→ **Task brief**:
In the material below, find each line with the word "Colony" and list it.

··· Data section

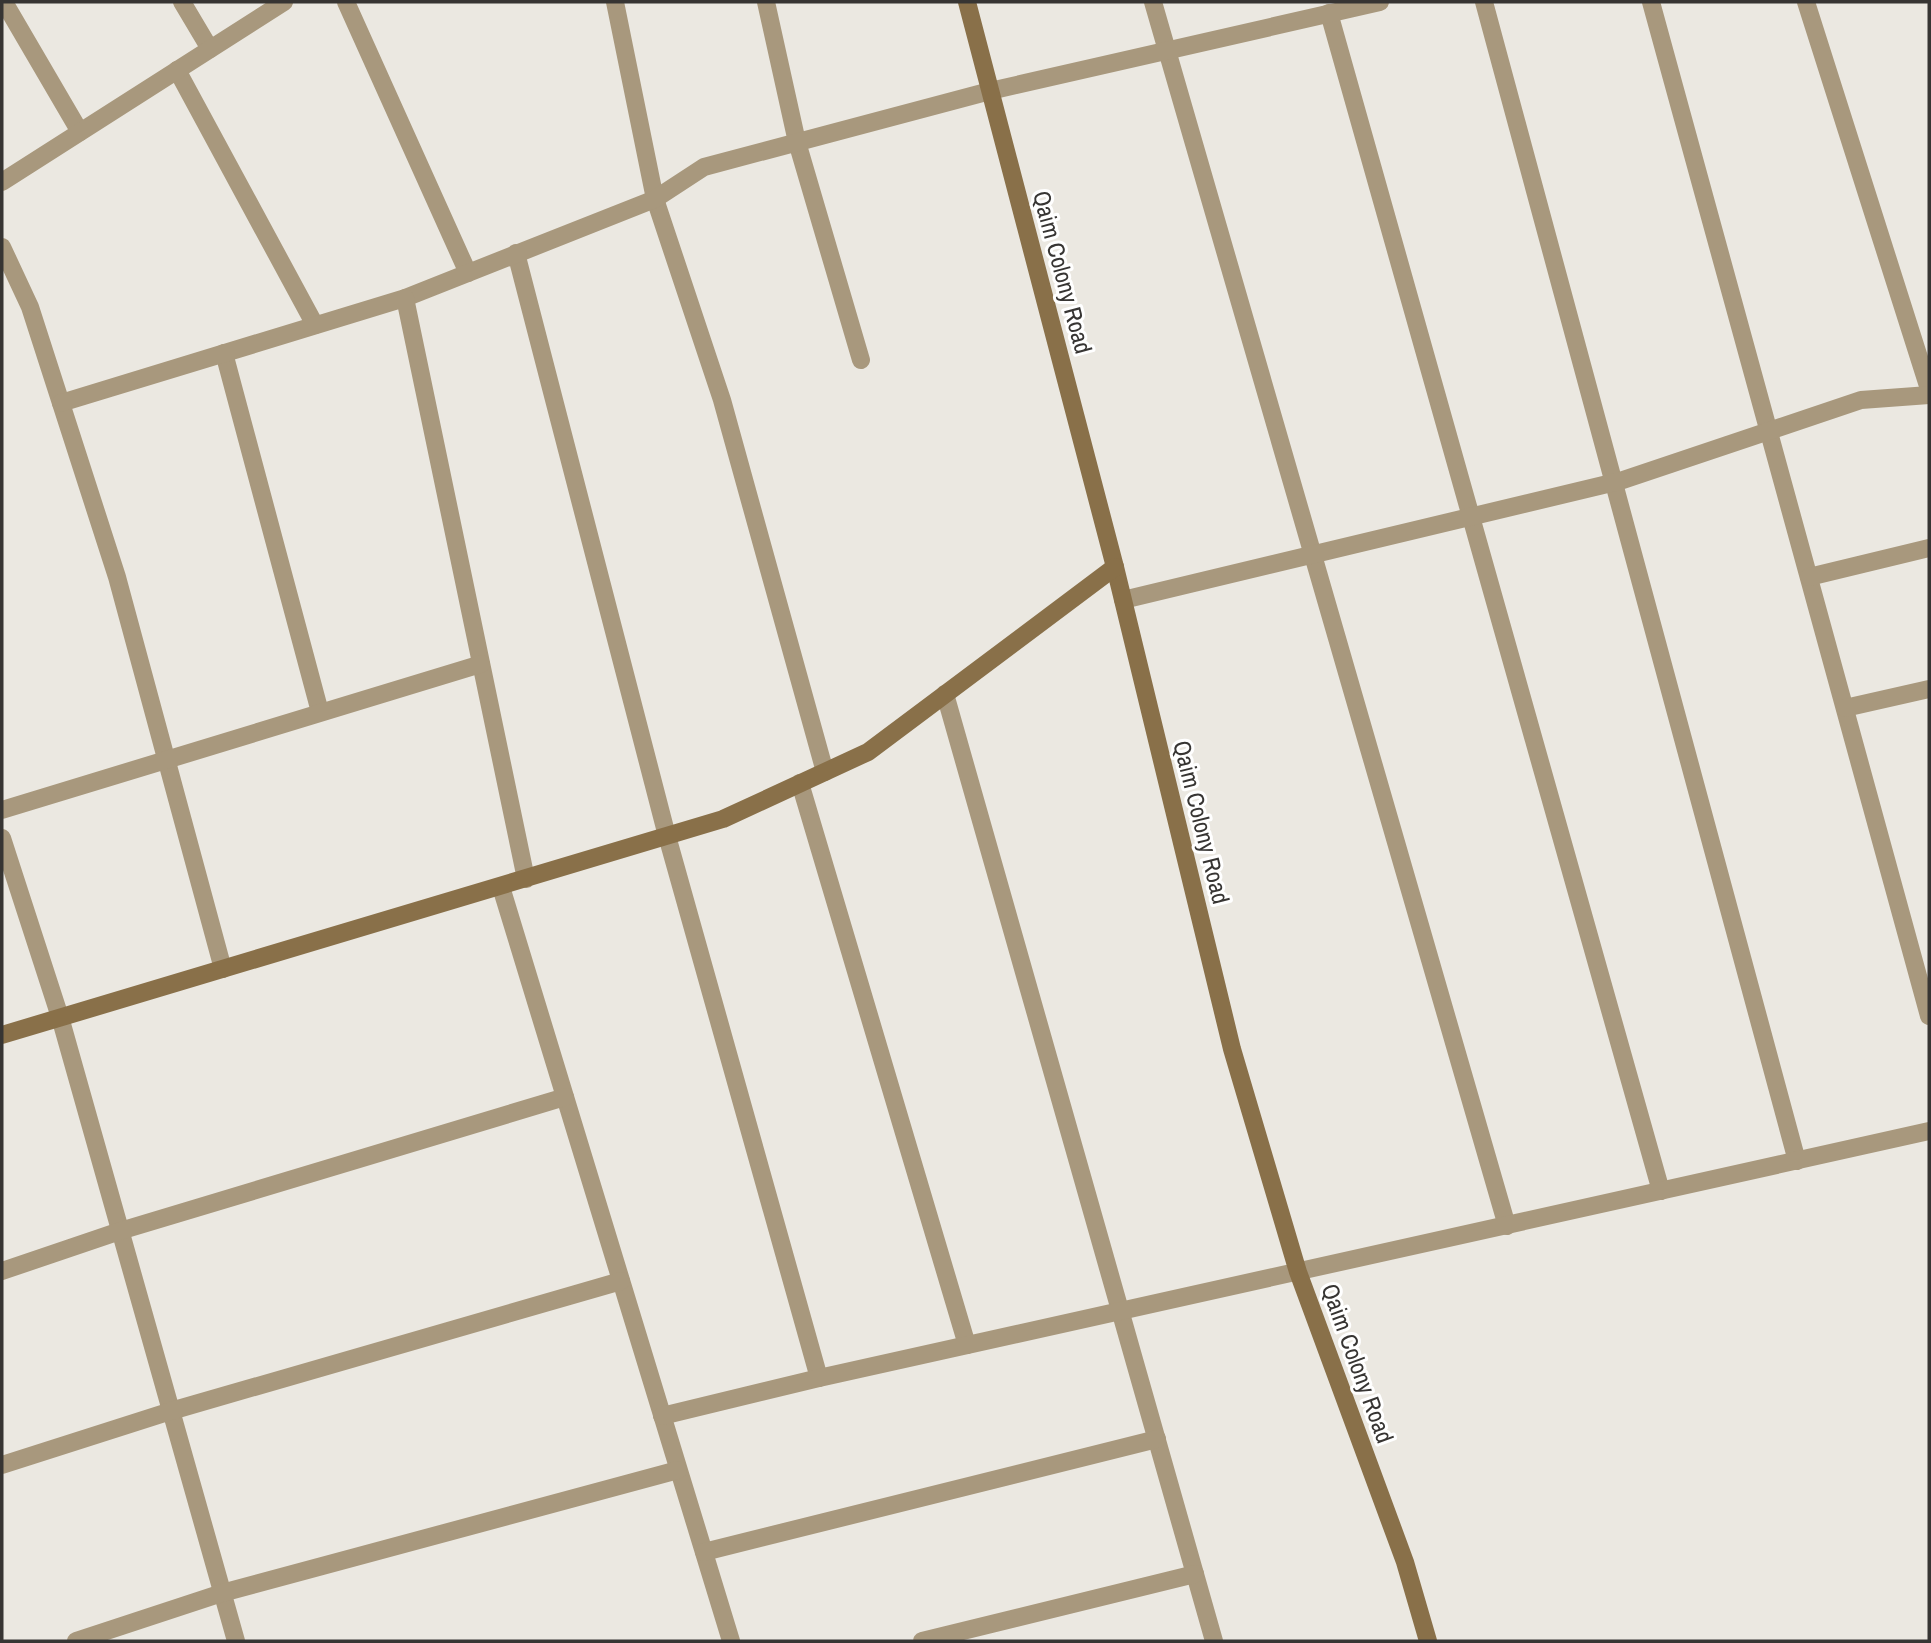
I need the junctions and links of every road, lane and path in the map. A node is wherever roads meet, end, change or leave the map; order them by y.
1 (4, 2) edge
2 (183, 2) edge
3 (284, 2) edge
4 (346, 2) edge
5 (615, 2) edge
6 (766, 2) edge
7 (967, 2) edge
8 (1153, 2) edge
9 (1380, 2) edge
10 (1484, 2) edge
11 (1651, 2) edge
12 (1806, 2) edge
13 (1329, 13) junction
14 (210, 49) junction
15 (1167, 50) junction
16 (177, 70) junction
17 (990, 91) junction
18 (80, 132) junction
19 (797, 142) junction
20 (2, 182) edge
21 (655, 199) junction
22 (2, 247) edge
23 (516, 253) junction
24 (468, 273) junction
25 (405, 298) junction
26 (315, 325) junction
27 (224, 354) junction
28 (861, 360) dead end
29 (1929, 392) edge
30 (61, 403) junction
31 (1769, 431) junction
32 (1614, 482) junction
33 (1471, 517) junction
34 (1929, 548) edge
35 (1313, 555) junction
36 (1115, 567) junction
37 (1809, 577) junction
38 (1123, 600) junction
39 (481, 664) junction
40 (1929, 689) edge
41 (945, 694) junction
42 (1845, 708) junction
43 (320, 712) junction
44 (166, 759) junction
45 (825, 772) junction
46 (800, 783) junction
47 (2, 810) edge
48 (667, 836) junction
49 (2, 838) edge
50 (526, 879) junction
51 (501, 887) junction
52 (223, 969) junction
53 (1929, 1016) edge
54 (60, 1017) junction
55 (2, 1035) edge
56 (565, 1097) junction
57 (1929, 1131) edge
58 (1797, 1161) junction
59 (1661, 1191) junction
60 (1507, 1226) junction
61 (120, 1231) junction
62 (2, 1271) edge
63 (1298, 1272) junction
64 (621, 1281) junction
65 (1121, 1311) junction
66 (967, 1345) junction
67 (819, 1378) junction
68 (171, 1411) junction
69 (662, 1416) junction
70 (1157, 1439) junction
71 (2, 1465) edge
72 (678, 1470) junction
73 (704, 1552) junction
74 (1195, 1574) junction
75 (222, 1593) junction
76 (76, 1641) edge
77 (236, 1641) edge
78 (731, 1641) edge
79 (922, 1641) edge
80 (1214, 1641) edge
81 (1428, 1641) edge

1 - 18 street
2 - 14 street
3 - 14 street
4 - 24 street
5 - 21 street
6 - 19 street
7 - 17 street, Qaim Colony Road
8 - 15 street
9 - 13 street
10 - 32 street
11 - 31 street
12 - 29 street
13 - 15 street
13 - 33 street
14 - 16 street
15 - 17 street
15 - 35 street
16 - 18 street
16 - 26 street
17 - 19 street
17 - 36 street, Qaim Colony Road
18 - 20 street
19 - 21 street
19 - 28 street
21 - 23 street
21 - 45 street
22 - 30 street
23 - 24 street
23 - 48 street
24 - 25 street
25 - 26 street
25 - 39 street
26 - 27 street
27 - 30 street
27 - 43 street
29 - 31 street
30 - 44 street
31 - 32 street
31 - 37 street
32 - 33 street
32 - 58 street
33 - 35 street
33 - 59 street
34 - 37 street
35 - 38 street
35 - 60 street
36 - 38 street, Qaim Colony Road
36 - 41 street
37 - 42 street
38 - 63 street, Qaim Colony Road
39 - 43 street
39 - 50 street
40 - 42 street
41 - 45 street
41 - 65 street
42 - 53 street
43 - 44 street
44 - 47 street
44 - 52 street
45 - 46 street
46 - 48 street
46 - 66 street
48 - 50 street
48 - 67 street
49 - 54 street
50 - 51 street
51 - 52 street
51 - 56 street
52 - 54 street
54 - 55 street
54 - 61 street
56 - 61 street
56 - 64 street
57 - 58 street
58 - 59 street
59 - 60 street
60 - 63 street
61 - 62 street
61 - 68 street
63 - 65 street
63 - 81 street, Qaim Colony Road
64 - 68 street
64 - 69 street
65 - 66 street
65 - 70 street
66 - 67 street
67 - 69 street
68 - 71 street
68 - 75 street
69 - 72 street
70 - 73 street
70 - 74 street
72 - 73 street
72 - 75 street
73 - 78 street
74 - 79 street
74 - 80 street
75 - 76 street
75 - 77 street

······

→ **Expected output**:
7 - 17 street, Qaim Colony Road
17 - 36 street, Qaim Colony Road
36 - 38 street, Qaim Colony Road
38 - 63 street, Qaim Colony Road
63 - 81 street, Qaim Colony Road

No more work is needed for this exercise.